In [None]:
# !pip install pandas
# !pip install pyarrow
# !pip install geopandas
# !pip install matplotlib
# !pip install seaborn
# !pip install pyproj
# !pip install geopy
# !pip install "geopy[aiohttp]"
# !pip install tqdm
# !pip install pycountry
import logging
import os
from random import randint
from time import sleep
import pytz

import geopandas as gpd
import pandas as pd
from geopy.adapters import AioHTTPAdapter
from geopy.exc import GeocoderServiceError, GeocoderTimedOut
from geopy.geocoders import Nominatim
from shapely.geometry import Polygon
from tqdm import tqdm
import re
from ast import literal_eval

In [157]:
"""
This functions converts string likes POLYGON((x.xxx x.xxxx, x.xxx x.xxxx, x.xxx x.xxxx, x.xxx x.xxxx, x.xxx x.xxxx))
to tuple out of the first point
"""
def transform_polygon_string_to_tuple(polygon_string):
    subst = ""
    polygon_regex = r"(POLYGON\(\()(-?\d*\.?\d*\s-?\d*\.?\d*)"
    result = re.search(polygon_regex, polygon_string)
    if result == None:
        print(polygon_string)
    polygon_string = result.group(2)
    return_tuple = tuple(map(int, map(float, polygon_string.split(' '))))
    return return_tuple


"""
This function 
1. walk through the whole dataset
2. reads parquet files
3. transform values in the columns 'tile' from the parquet file using 
transform_polygon_string_to_tuple() into a tuple(long,lat) to enable us
query the country based on the column value
4. make a unique list of the generated tuples
5. write those tuples to a new .csv file where the column country is MBD(placeholder)
6. after finishing the walk through, removes duplicate values from the csv file 
"""
def build_coordinate_db(db_file):
    db = pd.DataFrame(columns=['long_lat', 'country'])
    db.long_lat = ''
    db.country = ''
    db.to_csv(db_file, index=False, encoding='utf-8')
    for subdir, dirs, files in os.walk('dataset'):
        for file in files:
            if file.endswith('parquet'):
                file_name = os.path.join(subdir, file)
                print("Reading now from " + file_name)
                source_parquet = pd.read_parquet(file_name, engine='pyarrow')

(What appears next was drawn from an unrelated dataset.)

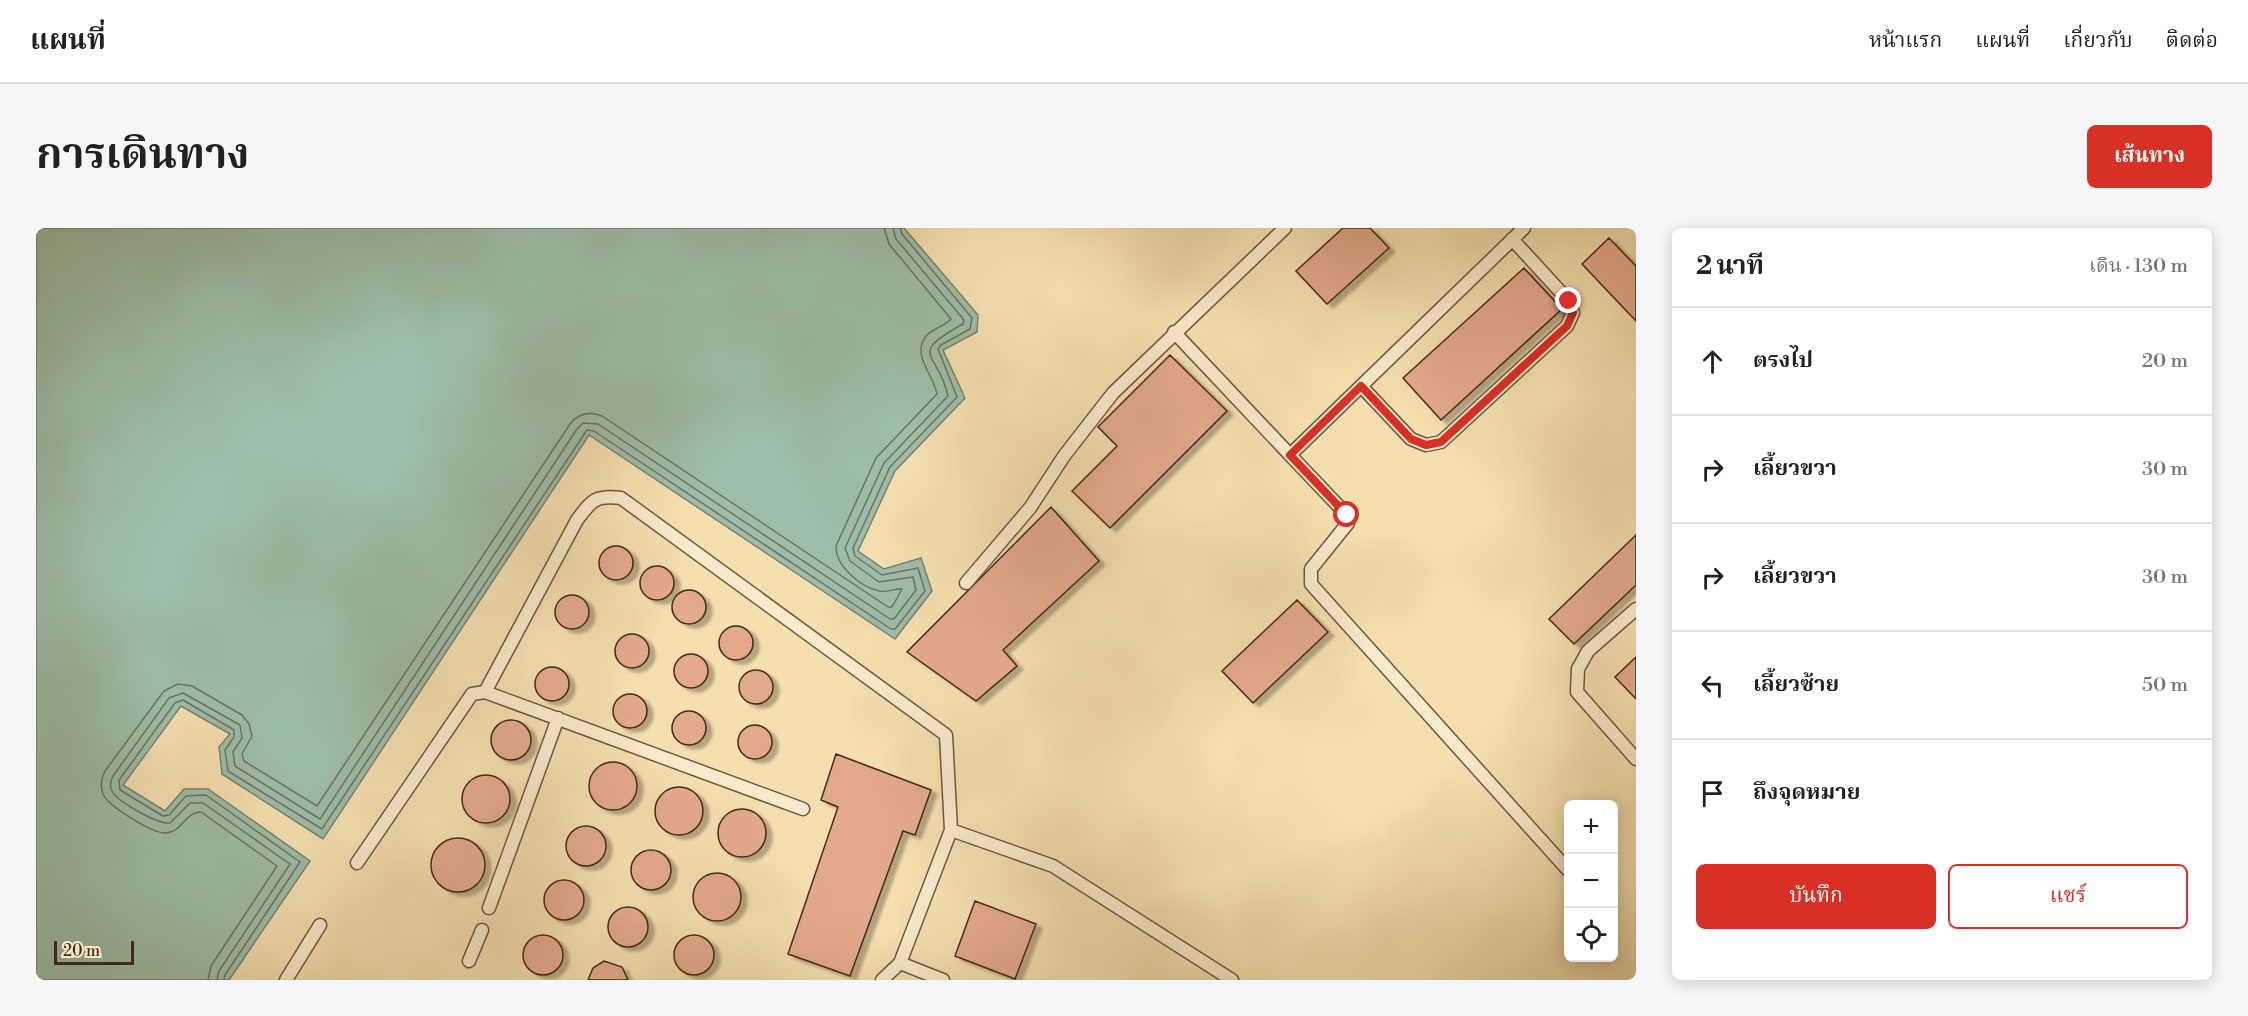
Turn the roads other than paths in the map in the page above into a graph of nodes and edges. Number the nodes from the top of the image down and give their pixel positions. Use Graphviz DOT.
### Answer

                print("Converting 5 points polygons to 1 point")
                list_of_tuples_tiles = source_parquet.tile.apply(
                    transform_polygon_string_to_tuple)
                print("Getting the unique values of the polygons")
                unique_tiles = list(set(list_of_tuples_tiles))
                print("Writing the unique values to CSV file ")
                db = pd.DataFrame({'long_lat': unique_tiles, 'country': 'MBD'})
                db.to_csv(db_file,
                          mode='a',
                          index=False,
                          header=False,
                          encoding='utf-8')
                print("Finished extracting unique coordinate points for " +
                      file_name)
                print("\n")

    print("Removing duplicate values from the csv")
    db = pd.read_csv(db_file)
    db.drop_duplicates(subset=None, inplace=True)
    db.to_csv(db_file, index=False)
    print("Finished creating the database")

In [158]:
"""
This function performs the actual call to geoAPI to fetch a country name for a given (long,lat)
"""
def perform_geo_reverse_request(geolocator, lat_long_point):
    country = 'undefined'
    location = geolocator.reverse(lat_long_point, timeout=5, language="en")
    if location != None:
        country = location.raw.get('address').get('country')
        if country == None:
            # For places like Gulf of Thailand, Bermuda Triangle and VETERINARY STATION MALI LOŠINJ 
            country = location.raw.get('address').get('locality')
            if country == None:
                # Sometimes we have only information about a location including country code, then use pytz to extract the country name
                country = pytz.country_names[location.raw.get('address').get('country_code')]
    return country

""" 
This function takes a tuple in and return the location using  Nominatim api.
Places middle in the ocean would take country name as undefined. Later we can decide what to do
with those values 
"""
def convert_single_polygon_to_country(poly_item):
    logger = logging.getLogger()
    country = 'undefined'
    (longitude, latitude) = poly_item
    my_user_agent = 'UTwente_Managing_Big_Data_project_{}'.format(randint(10000, 99999))
    
    #OpenstreetMap API
    geolocator = Nominatim(user_agent=my_user_agent)
    #OpenStreetMap API expects first latitude and then longitude
    lat_long_point = str(latitude) + "," + str(longitude)
    try:
        country = perform_geo_reverse_request(geolocator, lat_long_point)
    except GeocoderTimedOut:
        logger.error('ERROR: GeocoderTimedOut, we will keep retrying...')
        sleep(randint(1 * 100, 5 * 100) / 100)
        country = perform_geo_reverse_request(geolocator, lat_long_point)
    except GeocoderServiceError as e:
        logger.error('CONNECTION ERROR: GeocoderServiceError {}'.format(e) )
        return None
    except Exception as e:
        logger.error('ERROR: Terminating due to an exception {}'.format(e))
        logger.error(str(poly_item))
        logger.error(e)
        return None
    return country

In [163]:
""" 
This functions takes csv file with two columns long_lat and country 
and replace the values of the country columns with the country name corresponding to
the tuple of (long, lat) in long_lat column"""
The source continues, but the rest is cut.